“Camouflage,” Lazarus said, walking beside him. “They’re hiding in plain sight.”
Pierce didn’t know if that was a good thing. He had expected Cerberus Headquarters to be a walled compound, ringed with razor wire, patrolled by uniformed guards with machine guns and dogs. If it had been, he would have brought a squad of Aegis operators, armed to the teeth with all the latest military specs. But for sneaking into a secret basement in a 1,900 year-old castle-turned-museum, less was better, or so Lazarus had assured him.
“Just the two of us,” the big man had said. “Stealth will serve us better than overwhelming force.”
If Kenner was to be believed, most of the Cerberus staff had perished in the sinkhole. Only a token force had remained behind with the head of Cerberus, a man that Kenner had identified as Pollux Tyndareus.
Kenner had not been able to tell them much about Tyndareus, aside from the fact that he was extremely old and very interested in exploiting exotic scientific discoveries for profit. The name was almost certainly an alias, but Dourado had been unable to learn anything about the man, or who he might really be.
As Pierce approached the entrance to the Castel, a museum attendant rushed to intercept him. “The museum is closing, signore. No more tickets today.”
“I’m here to see the director,” Pierce replied, his Italian perfect, his manner imperious. “I have an appointment.”

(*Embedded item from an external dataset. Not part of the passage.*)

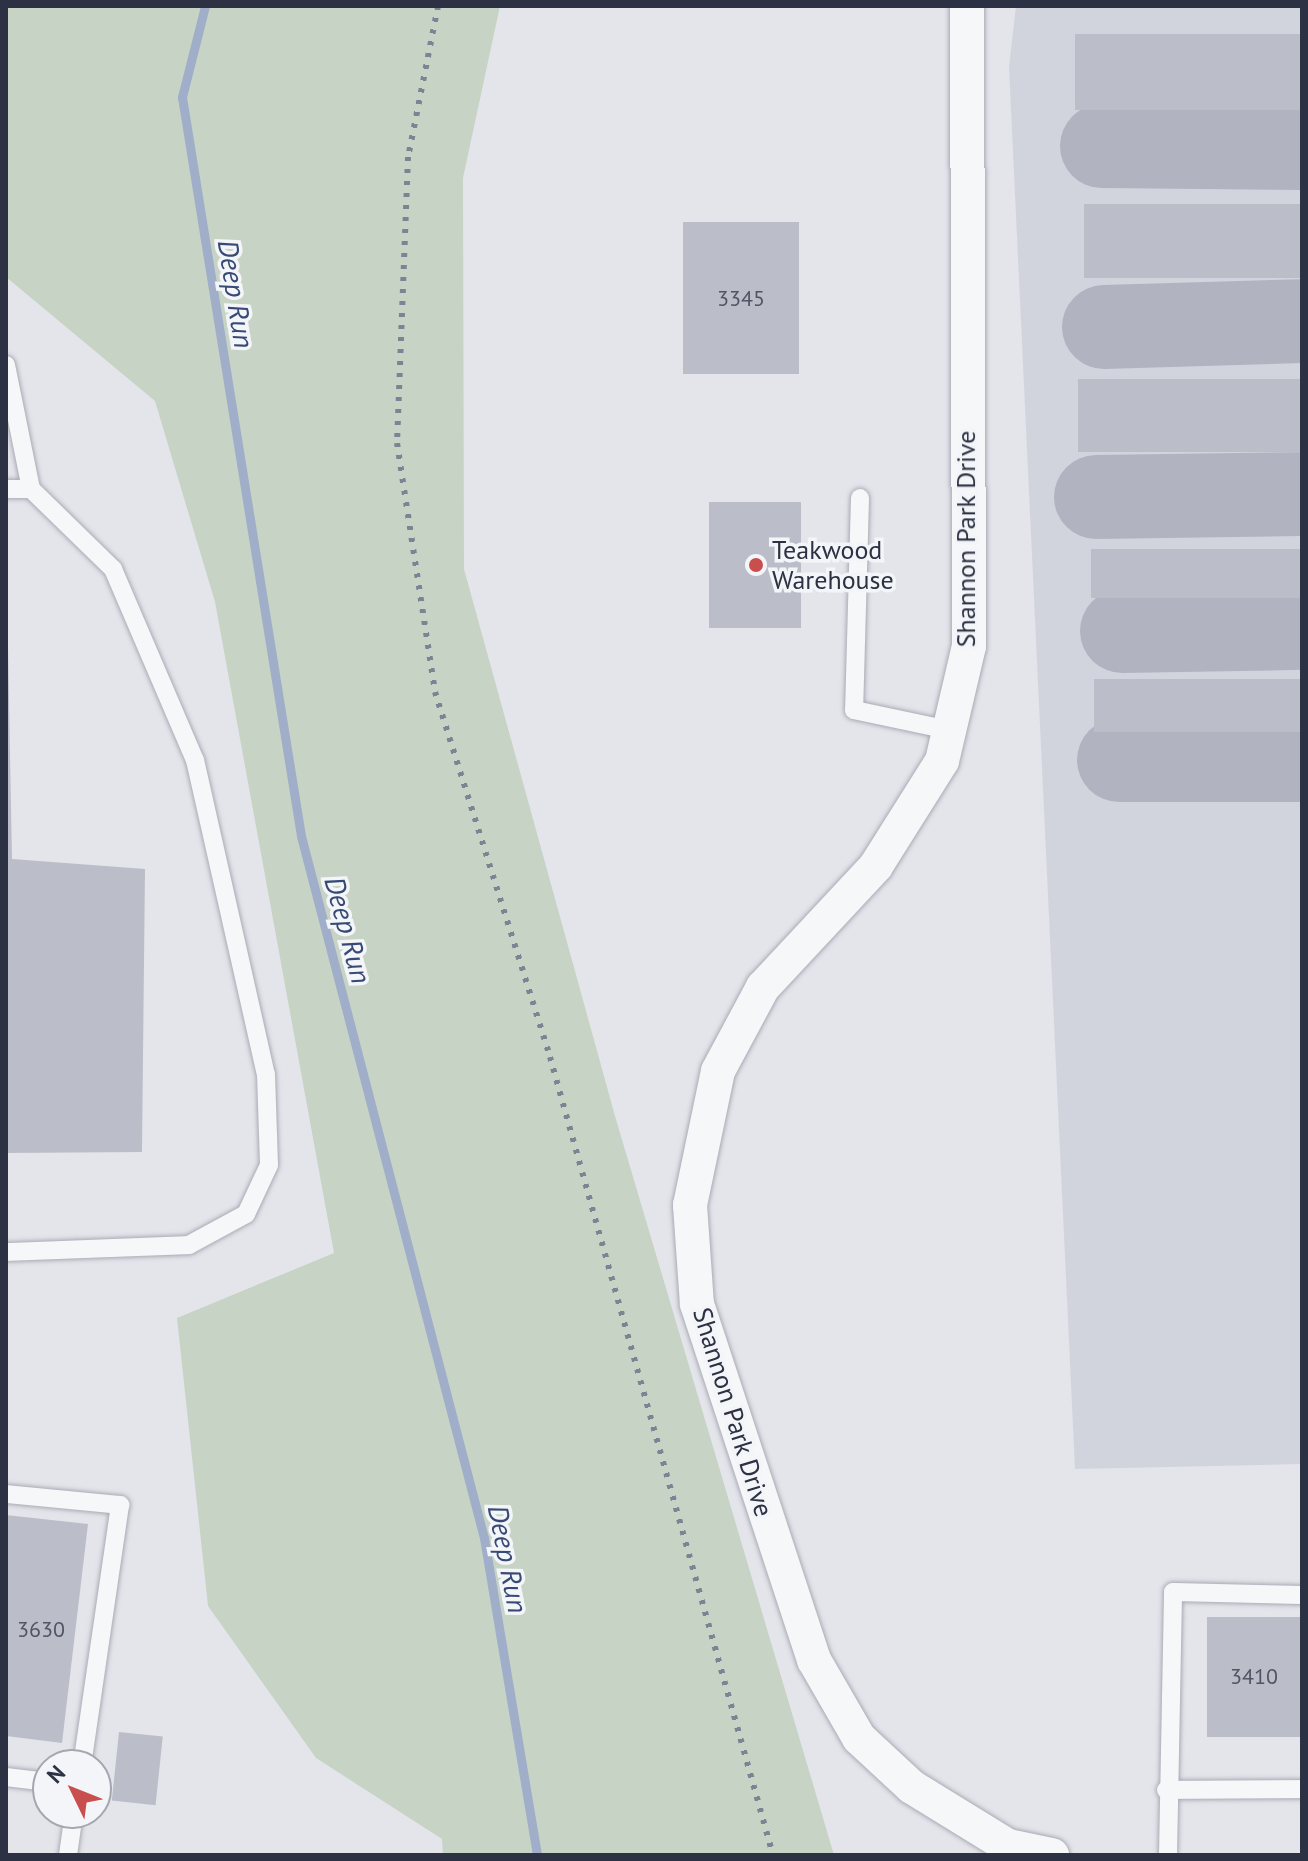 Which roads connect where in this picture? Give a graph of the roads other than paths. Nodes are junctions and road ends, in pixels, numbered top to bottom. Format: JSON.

The attendant stared at Lazarus with undisguised skepticism. Both he and Pierce wore loose fitting jackets, which concealed both body armor and weapons, but Lazarus had added a baseball cap, with the bill pulled down low to conceal the scars on his face. The wounds had healed with astonishing rapidity, but even with the tiger-stripe pattern of new pink skin hidden from view, his size alone made him stand out in a crowd. “Both of you?”

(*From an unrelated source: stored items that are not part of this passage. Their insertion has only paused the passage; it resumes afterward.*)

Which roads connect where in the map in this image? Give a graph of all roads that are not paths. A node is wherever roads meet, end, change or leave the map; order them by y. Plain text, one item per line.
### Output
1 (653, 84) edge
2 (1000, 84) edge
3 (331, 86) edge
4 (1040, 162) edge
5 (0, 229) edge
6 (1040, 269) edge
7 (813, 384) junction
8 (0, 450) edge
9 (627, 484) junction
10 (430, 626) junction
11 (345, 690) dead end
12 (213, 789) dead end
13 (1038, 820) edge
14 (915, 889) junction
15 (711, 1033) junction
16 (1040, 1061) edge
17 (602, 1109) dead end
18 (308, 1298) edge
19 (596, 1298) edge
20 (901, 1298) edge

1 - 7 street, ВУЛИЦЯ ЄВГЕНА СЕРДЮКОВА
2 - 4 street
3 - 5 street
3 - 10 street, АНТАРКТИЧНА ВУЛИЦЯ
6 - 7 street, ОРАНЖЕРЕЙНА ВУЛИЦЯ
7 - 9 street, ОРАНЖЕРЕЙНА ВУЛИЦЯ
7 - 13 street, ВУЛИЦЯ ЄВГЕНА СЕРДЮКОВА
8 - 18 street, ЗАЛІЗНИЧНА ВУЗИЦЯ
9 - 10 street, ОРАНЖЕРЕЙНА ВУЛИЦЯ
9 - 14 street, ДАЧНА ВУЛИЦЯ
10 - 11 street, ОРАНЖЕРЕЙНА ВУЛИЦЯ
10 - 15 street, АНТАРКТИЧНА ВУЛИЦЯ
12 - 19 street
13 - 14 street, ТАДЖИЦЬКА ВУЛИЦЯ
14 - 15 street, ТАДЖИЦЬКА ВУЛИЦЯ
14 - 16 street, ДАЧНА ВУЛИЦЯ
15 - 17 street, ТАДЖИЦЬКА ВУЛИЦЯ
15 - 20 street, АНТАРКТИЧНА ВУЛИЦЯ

“Say that he’s your consigliere,” Dourado suggested in Pierce’s ear. “Like Sil in The Sopranos.”
Pierce ignored her. “Yes. Both of us.”
The attendant shrugged and waved them through.

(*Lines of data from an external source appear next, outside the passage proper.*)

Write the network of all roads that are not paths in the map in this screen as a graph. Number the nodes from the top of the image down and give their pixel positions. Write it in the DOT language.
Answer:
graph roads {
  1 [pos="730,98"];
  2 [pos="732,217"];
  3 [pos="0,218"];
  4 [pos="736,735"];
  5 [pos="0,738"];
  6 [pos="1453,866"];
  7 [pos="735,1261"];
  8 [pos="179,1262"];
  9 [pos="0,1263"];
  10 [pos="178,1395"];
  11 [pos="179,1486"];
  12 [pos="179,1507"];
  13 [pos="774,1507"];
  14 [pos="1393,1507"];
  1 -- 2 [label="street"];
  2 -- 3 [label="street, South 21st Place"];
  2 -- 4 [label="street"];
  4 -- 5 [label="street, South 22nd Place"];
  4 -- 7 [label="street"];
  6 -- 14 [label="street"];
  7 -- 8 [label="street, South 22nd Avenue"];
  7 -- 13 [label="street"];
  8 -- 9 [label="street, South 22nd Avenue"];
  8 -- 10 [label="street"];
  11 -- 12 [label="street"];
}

They passed through the gateway and entered the open walkway that separated the outer walls from the main fortress. Dourado had loaded the blueprints into their phones, along with turn-by-turn instructions to get them to the locked door that would access the secret basement levels under the building, but Pierce did not need to consult them. He knew the place like the back of his hand, and not just because he had studied the maps during the final leg of their flight. Pierce had been here before.
It had been years since his last visit, but one thing about a city like Rome, where you couldn’t throw a Frisbee without hitting a historically significant landmark, was that nothing really ever changed. But as he was fond of telling his students, even in an old place, you can still find something new.
They passed through a long corridor with walls of travertine blocks, through the atrium, where a statue of the famed Roman emperor Hadrian had once stood, and descended the ramp that led to his tomb. Their destination lay along that route, beneath a sign that read: ascensore.
Elevator.
The lift was a relatively new addition to the Castel. It was only three hundred years old, installed by Pope Clement XII in 1734. In addition to being the Vatican’s Death Row for several centuries, Castel Sant’Angelo was also a secondary papal residence, connected to Vatican City by a half-mile long aboveground tunnel called the Passetto di Borgo. Clement XII, one of the oldest men ever to be elected as pontiff, had been a forward thinker with respect to accessibility.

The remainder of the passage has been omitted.